Collection entries:

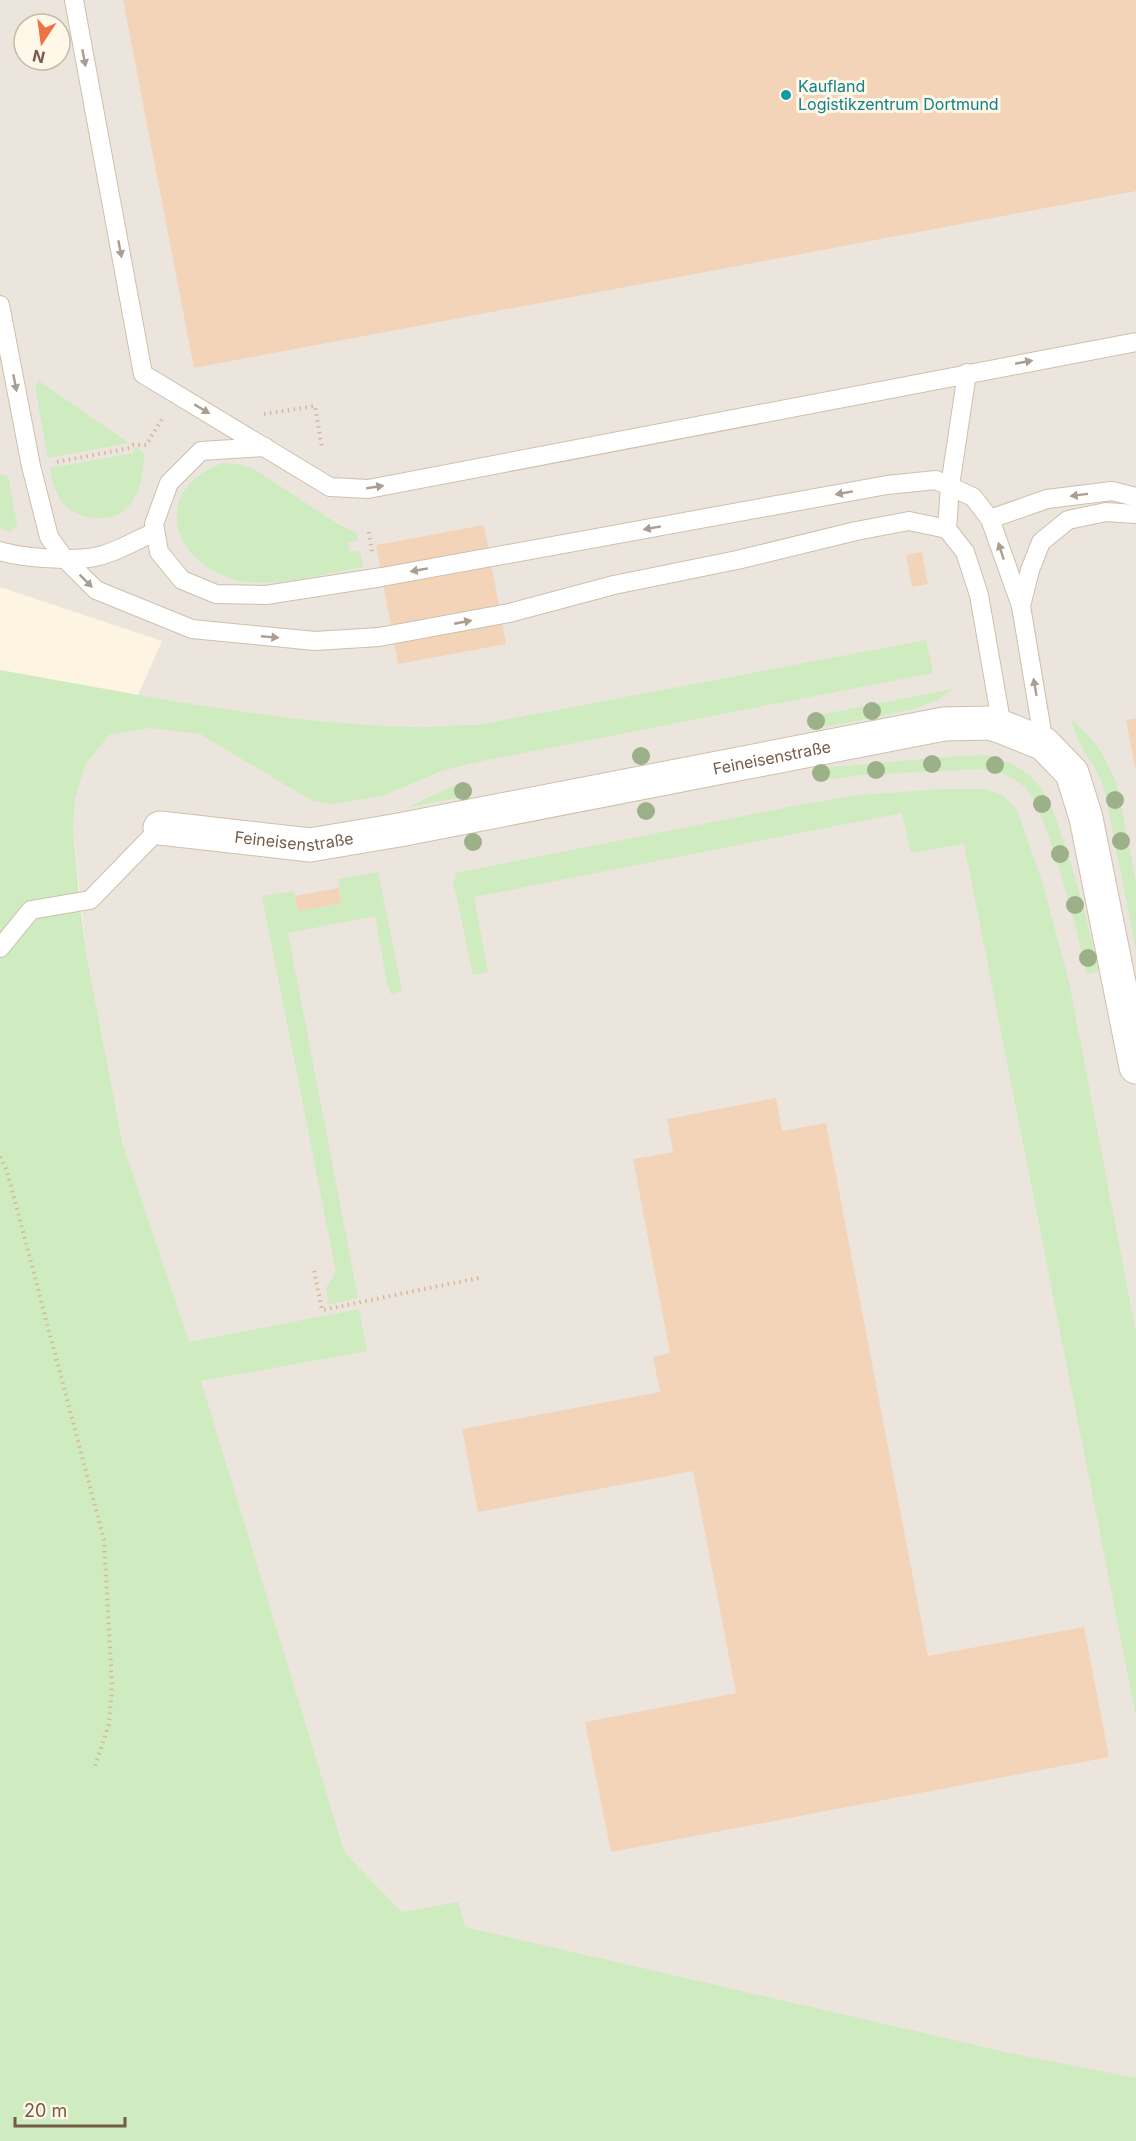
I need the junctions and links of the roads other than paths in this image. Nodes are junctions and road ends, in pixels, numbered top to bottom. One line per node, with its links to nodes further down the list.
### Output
1 (74, 0): 5 (lane, one-way to 5)
2 (0, 305): 13 (lane, one-way to 13)
3 (1136, 342): 4 (lane, one-way to 3)
4 (967, 373): 5 (lane, one-way to 4); 6 (lane)
5 (265, 447): 11 (lane)
6 (950, 486): 9 (lane); 10 (lane); 11 (lane, one-way to 11)
7 (1136, 497): 9 (lane, one-way to 9)
8 (1136, 514): 14 (lane)
9 (990, 519): 14 (lane, one-way to 9)
10 (947, 529): 13 (lane, one-way to 10); 15 (lane)
11 (155, 532): 13 (lane)
12 (0, 551): 13 (lane)
13 (64, 558)
14 (1021, 606): 16 (lane, one-way to 14)
15 (1002, 727): 16 (street, Feineisenstraße); 17 (street, Feineisenstraße)
16 (1044, 744): 19 (street, Feineisenstraße)
17 (160, 828): 18 (lane)
18 (0, 948)
19 (1136, 1067)

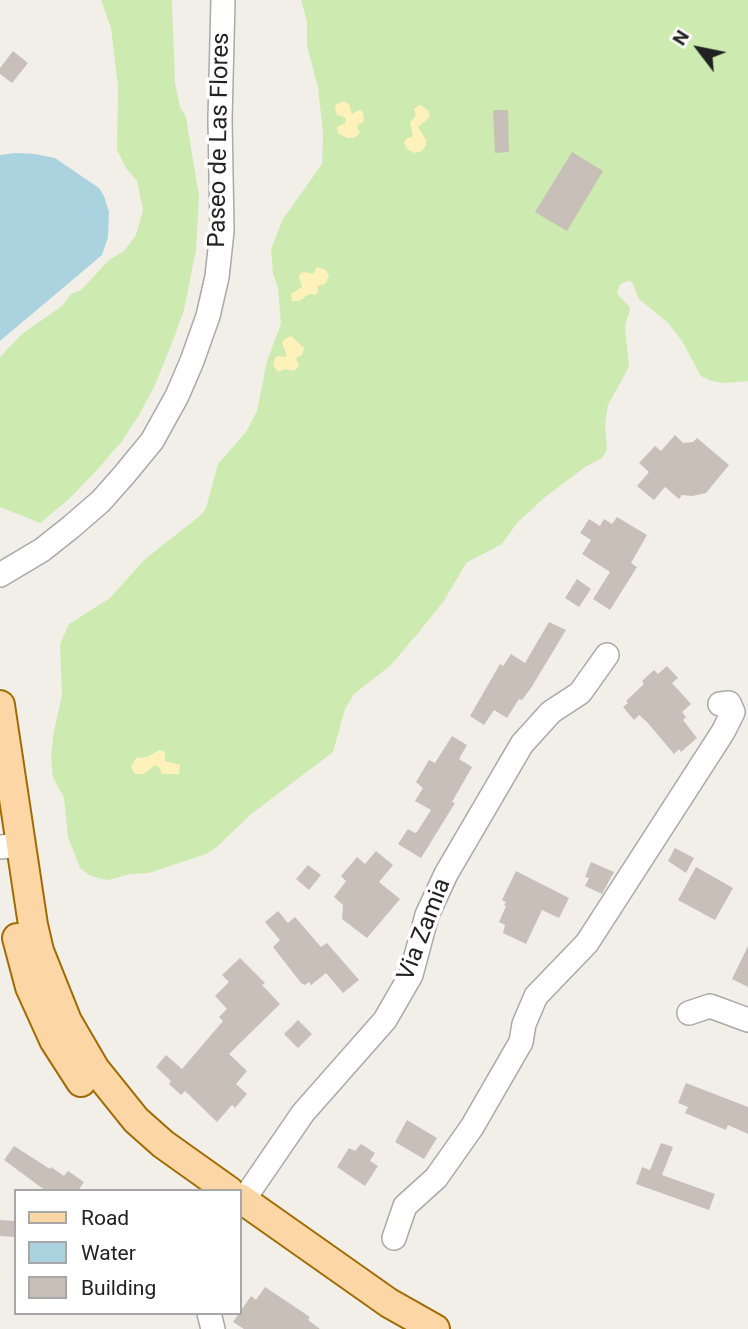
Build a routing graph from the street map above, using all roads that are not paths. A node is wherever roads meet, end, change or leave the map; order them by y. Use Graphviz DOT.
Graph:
graph roads {
  1 [pos="223,0"];
  2 [pos="0,575"];
  3 [pos="607,655"];
  4 [pos="720,704"];
  5 [pos="0,705"];
  6 [pos="6,842"];
  7 [pos="689,1013"];
  8 [pos="748,1020"];
  9 [pos="193,1189"];
  10 [pos="220,1189"];
  11 [pos="242,1198"];
  12 [pos="242,1206"];
  13 [pos="242,1206"];
  14 [pos="394,1238"];
  15 [pos="400,1329"];
  16 [pos="435,1329"];
  1 -- 2 [label="street, Paseo de Las Flores"];
  3 -- 11 [label="street, Via Zamia"];
  4 -- 14 [label="street"];
  5 -- 6 [label="main road"];
  6 -- 9 [label="main road"];
  6 -- 10 [label="main road"];
  7 -- 8 [label="street"];
  12 -- 15 [label="main road"];
  13 -- 16 [label="main road"];
}
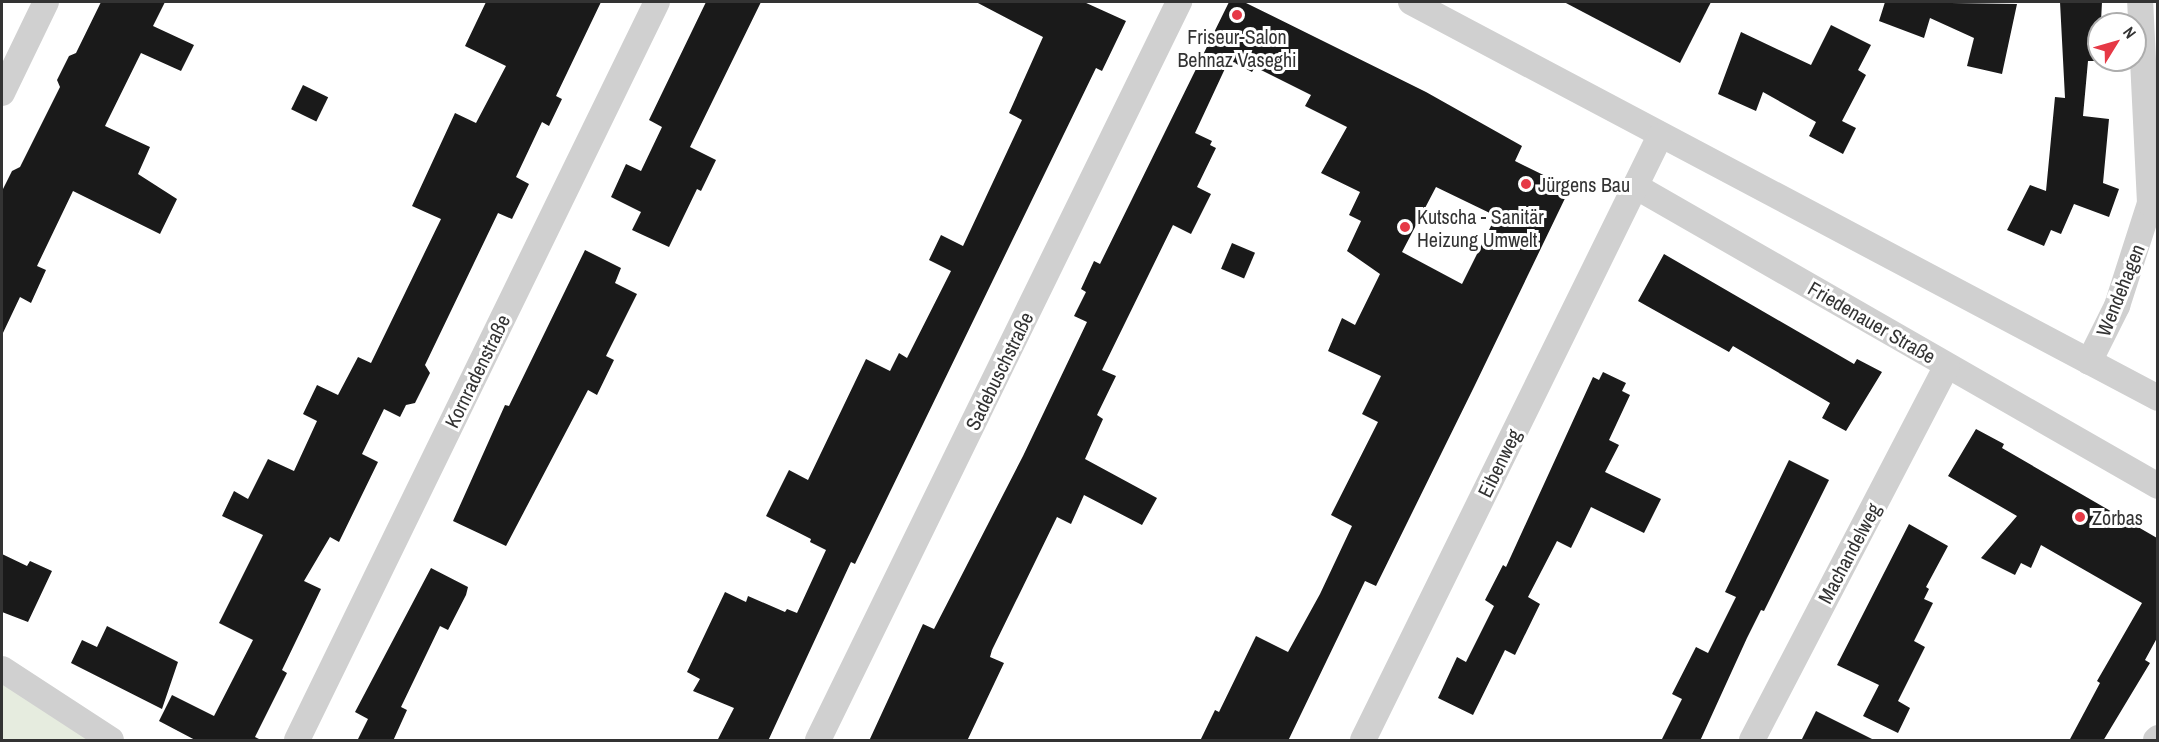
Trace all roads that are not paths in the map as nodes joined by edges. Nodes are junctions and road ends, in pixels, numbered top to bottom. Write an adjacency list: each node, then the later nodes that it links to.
1 (46, 2): 6 (street)
2 (657, 2): 15 (street, Kornradenstraße)
3 (1179, 2): 16 (street, Sadebuschstraße)
4 (1411, 2): 7 (street)
5 (2140, 2): 9 (street, Wendehagen)
6 (2, 93)
7 (1660, 136): 8 (street); 9 (street)
8 (1635, 186): 10 (street, Friedenauer Straße); 17 (street, Eibenweg)
9 (2089, 362): 11 (street)
10 (1947, 366): 12 (street, Friedenauer Straße); 18 (street, Machandelweg)
11 (2157, 398)
12 (2157, 486)
13 (2, 669): 14 (street)
14 (111, 741)
15 (297, 741)
16 (818, 741)
17 (1363, 741)
18 (1752, 741)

Exercise prompt: Leave out the pictures, and write out all the remaining data above exactly.

Task response:
I need the junctions and links of the roads other than paths in this image. Nodes are junctions and road ends, in pixels, numbered top to bottom. One line per node, with its links to nodes further down the list.
### Output
1 (74, 0): 5 (lane, one-way to 5)
2 (0, 305): 13 (lane, one-way to 13)
3 (1136, 342): 4 (lane, one-way to 3)
4 (967, 373): 5 (lane, one-way to 4); 6 (lane)
5 (265, 447): 11 (lane)
6 (950, 486): 9 (lane); 10 (lane); 11 (lane, one-way to 11)
7 (1136, 497): 9 (lane, one-way to 9)
8 (1136, 514): 14 (lane)
9 (990, 519): 14 (lane, one-way to 9)
10 (947, 529): 13 (lane, one-way to 10); 15 (lane)
11 (155, 532): 13 (lane)
12 (0, 551): 13 (lane)
13 (64, 558)
14 (1021, 606): 16 (lane, one-way to 14)
15 (1002, 727): 16 (street, Feineisenstraße); 17 (street, Feineisenstraße)
16 (1044, 744): 19 (street, Feineisenstraße)
17 (160, 828): 18 (lane)
18 (0, 948)
19 (1136, 1067)

Build a routing graph from the street map above, using all roads that are not paths. A node is wherever roads meet, end, change or leave the map; order them by y. Use Graphviz DOT.
Graph:
graph roads {
  1 [pos="223,0"];
  2 [pos="0,575"];
  3 [pos="607,655"];
  4 [pos="720,704"];
  5 [pos="0,705"];
  6 [pos="6,842"];
  7 [pos="689,1013"];
  8 [pos="748,1020"];
  9 [pos="193,1189"];
  10 [pos="220,1189"];
  11 [pos="242,1198"];
  12 [pos="242,1206"];
  13 [pos="242,1206"];
  14 [pos="394,1238"];
  15 [pos="400,1329"];
  16 [pos="435,1329"];
  1 -- 2 [label="street, Paseo de Las Flores"];
  3 -- 11 [label="street, Via Zamia"];
  4 -- 14 [label="street"];
  5 -- 6 [label="main road"];
  6 -- 9 [label="main road"];
  6 -- 10 [label="main road"];
  7 -- 8 [label="street"];
  12 -- 15 [label="main road"];
  13 -- 16 [label="main road"];
}
Trace all roads that are not paths in the map as nodes joined by edges. Nodes are junctions and road ends, in pixels, numbered top to bottom. Write an adjacency list: each node, then the later nodes that it links to.
1 (46, 2): 6 (street)
2 (657, 2): 15 (street, Kornradenstraße)
3 (1179, 2): 16 (street, Sadebuschstraße)
4 (1411, 2): 7 (street)
5 (2140, 2): 9 (street, Wendehagen)
6 (2, 93)
7 (1660, 136): 8 (street); 9 (street)
8 (1635, 186): 10 (street, Friedenauer Straße); 17 (street, Eibenweg)
9 (2089, 362): 11 (street)
10 (1947, 366): 12 (street, Friedenauer Straße); 18 (street, Machandelweg)
11 (2157, 398)
12 (2157, 486)
13 (2, 669): 14 (street)
14 (111, 741)
15 (297, 741)
16 (818, 741)
17 (1363, 741)
18 (1752, 741)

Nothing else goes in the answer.